- **What is required**:
Copy every line below where the string "down" is found.

- **Data extract**:

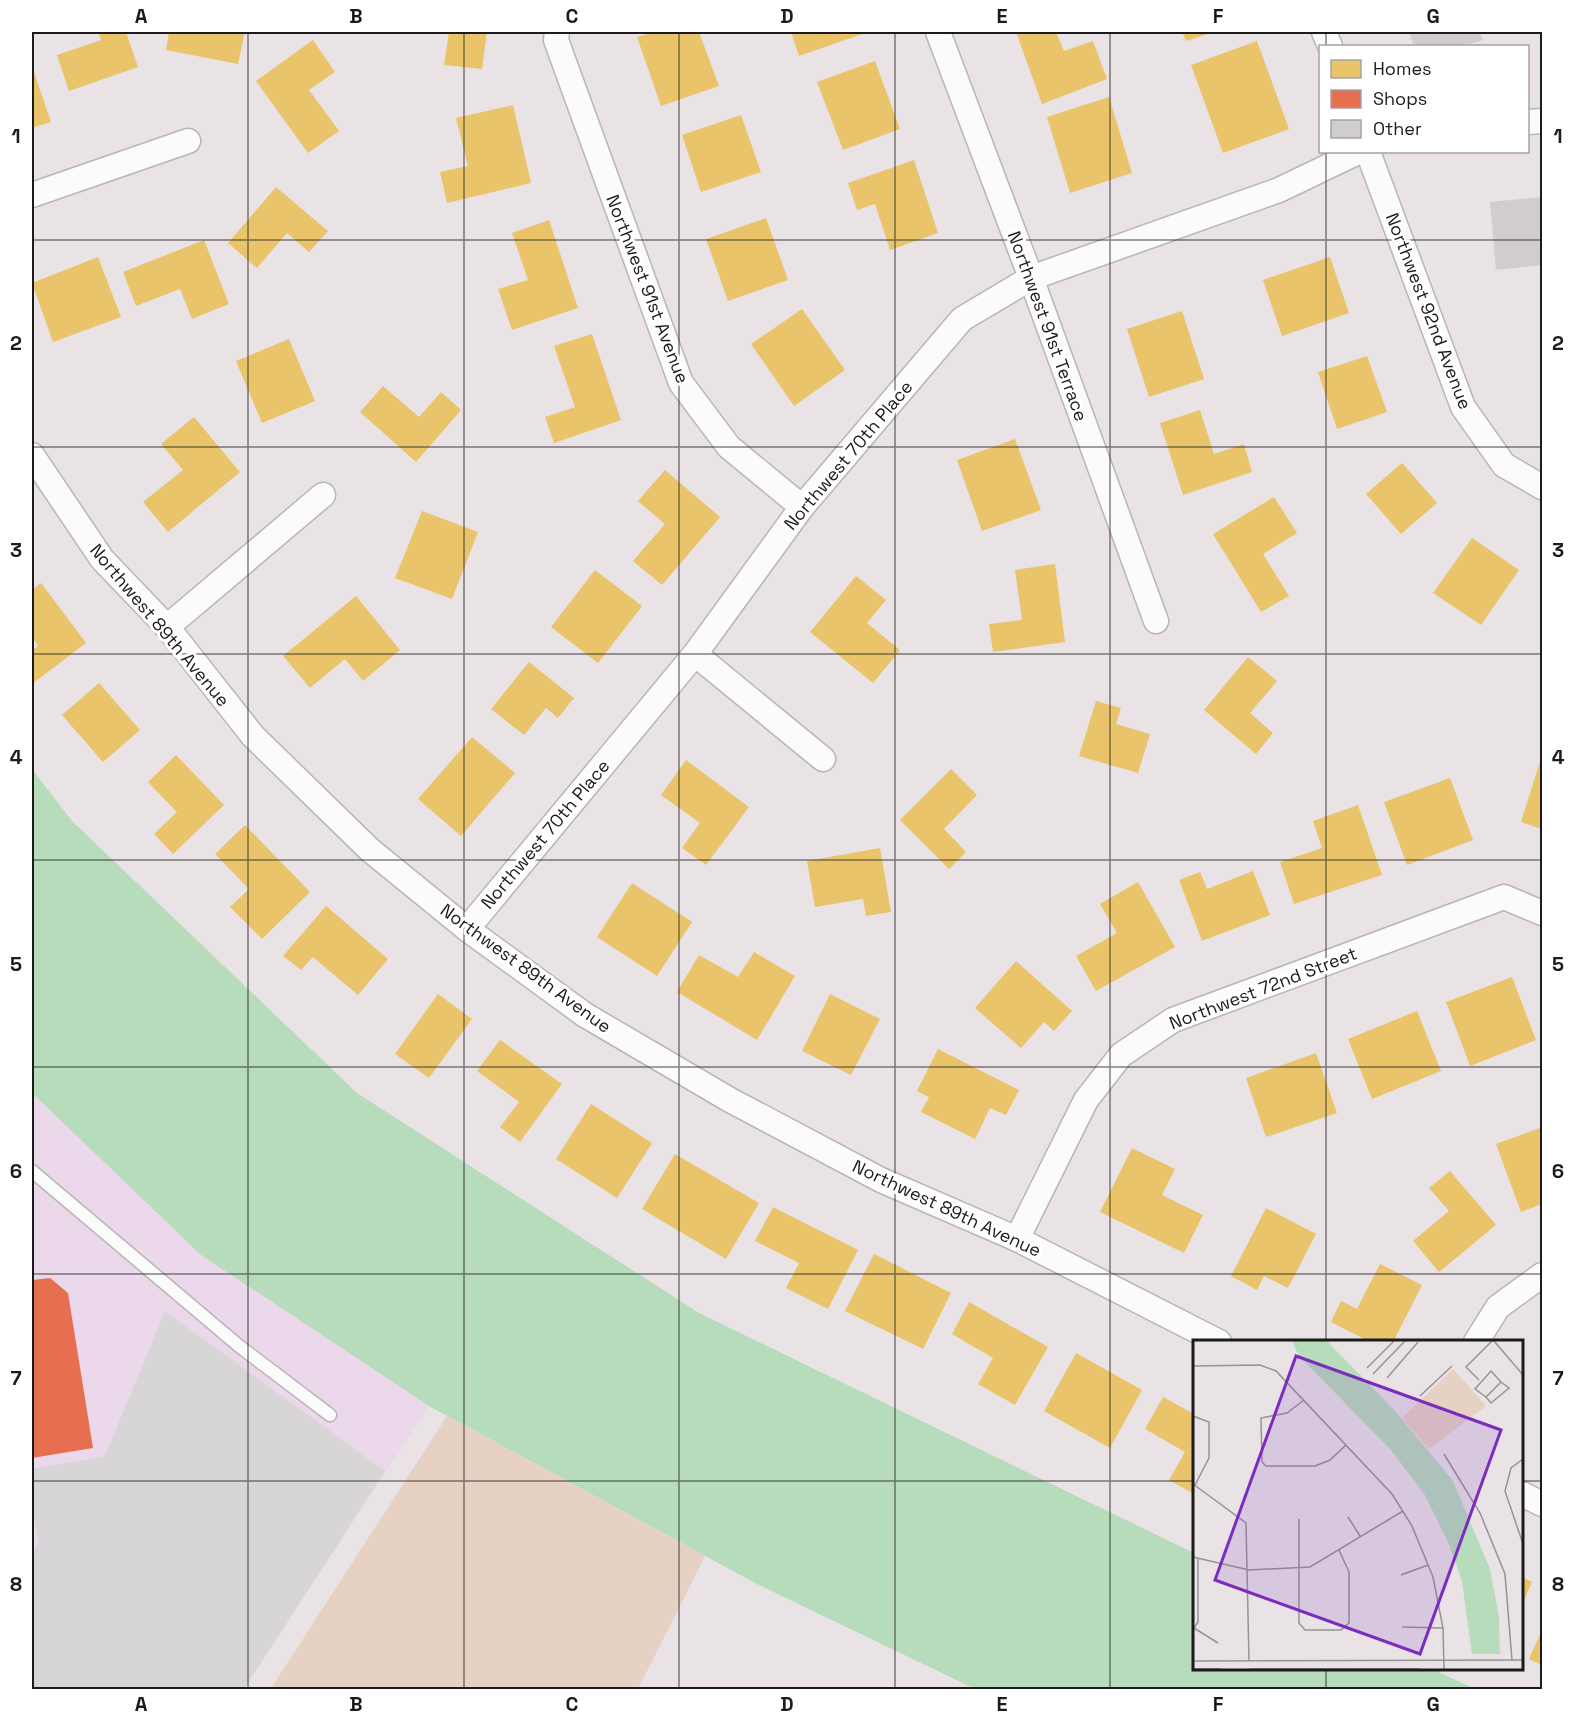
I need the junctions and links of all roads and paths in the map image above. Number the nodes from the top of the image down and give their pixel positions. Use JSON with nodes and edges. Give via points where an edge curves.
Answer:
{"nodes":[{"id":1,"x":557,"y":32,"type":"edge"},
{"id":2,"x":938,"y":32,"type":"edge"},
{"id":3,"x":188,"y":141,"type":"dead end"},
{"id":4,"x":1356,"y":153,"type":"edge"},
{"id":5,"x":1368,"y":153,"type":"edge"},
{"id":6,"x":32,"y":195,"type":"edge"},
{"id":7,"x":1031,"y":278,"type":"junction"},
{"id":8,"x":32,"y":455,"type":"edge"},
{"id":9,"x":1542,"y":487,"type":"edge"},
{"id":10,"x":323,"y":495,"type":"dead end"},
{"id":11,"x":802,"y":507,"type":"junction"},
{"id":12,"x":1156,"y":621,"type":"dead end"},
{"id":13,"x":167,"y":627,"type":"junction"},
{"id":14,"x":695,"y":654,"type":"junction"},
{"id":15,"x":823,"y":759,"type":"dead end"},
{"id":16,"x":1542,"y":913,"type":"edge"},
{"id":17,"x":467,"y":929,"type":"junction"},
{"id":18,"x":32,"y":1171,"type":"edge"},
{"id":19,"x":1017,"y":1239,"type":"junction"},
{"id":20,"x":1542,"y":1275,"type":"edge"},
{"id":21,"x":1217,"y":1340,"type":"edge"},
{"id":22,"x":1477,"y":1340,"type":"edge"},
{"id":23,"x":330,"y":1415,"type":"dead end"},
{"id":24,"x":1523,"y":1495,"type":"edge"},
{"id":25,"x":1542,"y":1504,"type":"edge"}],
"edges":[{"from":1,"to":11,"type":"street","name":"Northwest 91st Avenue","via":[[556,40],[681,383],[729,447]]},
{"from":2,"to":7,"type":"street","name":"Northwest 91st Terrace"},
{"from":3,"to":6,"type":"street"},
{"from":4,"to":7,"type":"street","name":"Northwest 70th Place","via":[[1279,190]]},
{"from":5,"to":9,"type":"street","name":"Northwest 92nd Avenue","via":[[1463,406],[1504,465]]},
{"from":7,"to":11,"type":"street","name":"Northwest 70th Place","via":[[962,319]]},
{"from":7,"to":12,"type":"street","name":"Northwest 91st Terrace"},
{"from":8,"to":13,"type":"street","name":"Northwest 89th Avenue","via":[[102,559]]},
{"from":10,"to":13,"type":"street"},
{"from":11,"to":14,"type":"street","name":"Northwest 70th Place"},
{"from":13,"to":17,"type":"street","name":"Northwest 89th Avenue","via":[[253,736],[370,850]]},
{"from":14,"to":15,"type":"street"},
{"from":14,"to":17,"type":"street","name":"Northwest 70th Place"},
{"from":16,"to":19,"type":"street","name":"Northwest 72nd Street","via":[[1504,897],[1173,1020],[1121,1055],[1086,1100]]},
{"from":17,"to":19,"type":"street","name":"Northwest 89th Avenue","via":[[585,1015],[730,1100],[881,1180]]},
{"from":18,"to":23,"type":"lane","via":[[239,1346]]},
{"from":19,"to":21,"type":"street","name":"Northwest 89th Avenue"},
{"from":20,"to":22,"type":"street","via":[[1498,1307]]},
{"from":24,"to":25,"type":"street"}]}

...

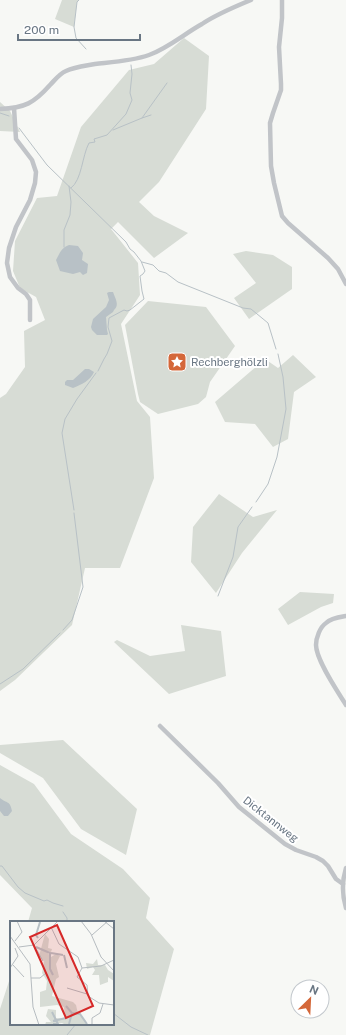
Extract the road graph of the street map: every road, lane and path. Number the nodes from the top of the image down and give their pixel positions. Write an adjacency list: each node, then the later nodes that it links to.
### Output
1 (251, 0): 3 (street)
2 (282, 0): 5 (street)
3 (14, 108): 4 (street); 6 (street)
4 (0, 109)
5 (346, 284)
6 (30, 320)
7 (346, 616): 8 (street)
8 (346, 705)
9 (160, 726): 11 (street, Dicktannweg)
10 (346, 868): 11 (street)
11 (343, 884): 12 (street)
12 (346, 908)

--

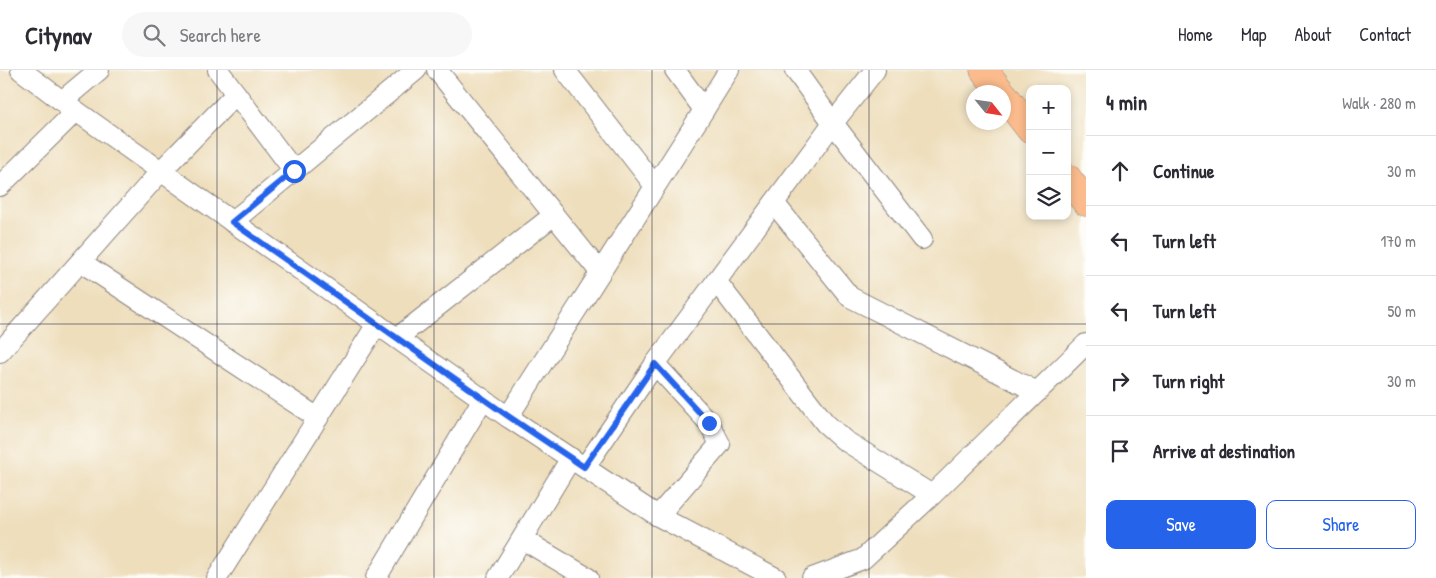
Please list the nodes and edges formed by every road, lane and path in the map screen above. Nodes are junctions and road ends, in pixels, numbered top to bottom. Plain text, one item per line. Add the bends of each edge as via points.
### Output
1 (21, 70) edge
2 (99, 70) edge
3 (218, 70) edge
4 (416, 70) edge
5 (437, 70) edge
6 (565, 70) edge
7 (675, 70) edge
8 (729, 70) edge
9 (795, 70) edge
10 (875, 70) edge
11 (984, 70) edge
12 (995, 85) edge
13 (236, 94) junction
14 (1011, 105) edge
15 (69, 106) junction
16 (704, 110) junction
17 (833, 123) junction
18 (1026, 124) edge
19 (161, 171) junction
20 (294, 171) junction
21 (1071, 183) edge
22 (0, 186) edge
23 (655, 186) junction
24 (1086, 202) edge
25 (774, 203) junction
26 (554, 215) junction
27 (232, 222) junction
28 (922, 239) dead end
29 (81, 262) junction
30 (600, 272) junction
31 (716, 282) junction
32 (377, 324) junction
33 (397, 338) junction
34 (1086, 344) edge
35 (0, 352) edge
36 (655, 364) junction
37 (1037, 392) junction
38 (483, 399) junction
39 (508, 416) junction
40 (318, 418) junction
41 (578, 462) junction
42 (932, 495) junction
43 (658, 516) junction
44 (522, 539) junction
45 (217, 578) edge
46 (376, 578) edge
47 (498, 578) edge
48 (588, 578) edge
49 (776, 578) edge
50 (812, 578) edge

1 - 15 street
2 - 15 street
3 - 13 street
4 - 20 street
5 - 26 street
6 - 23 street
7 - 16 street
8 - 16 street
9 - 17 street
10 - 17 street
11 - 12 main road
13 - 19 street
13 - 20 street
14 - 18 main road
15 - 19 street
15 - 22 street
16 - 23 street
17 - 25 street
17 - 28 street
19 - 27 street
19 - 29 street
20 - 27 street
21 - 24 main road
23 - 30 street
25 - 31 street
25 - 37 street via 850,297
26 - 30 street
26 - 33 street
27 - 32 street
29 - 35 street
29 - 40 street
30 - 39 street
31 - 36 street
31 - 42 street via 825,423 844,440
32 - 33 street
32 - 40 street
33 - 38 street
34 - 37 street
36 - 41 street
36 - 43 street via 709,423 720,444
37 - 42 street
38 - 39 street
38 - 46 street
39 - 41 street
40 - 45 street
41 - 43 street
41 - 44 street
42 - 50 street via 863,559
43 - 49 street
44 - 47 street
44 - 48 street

- **Final answer**:
I need the junctions and links of all roads and paths in the map image above. Number the nodes from the top of the image down and give their pixel positions. Use JSON with nodes and edges. Give via points where an edge curves.
Extract the road graph of the street map: every road, lane and path. Number the nodes from the top of the image down and give their pixel positions. Write an adjacency list: each node, then the later nodes that it links to.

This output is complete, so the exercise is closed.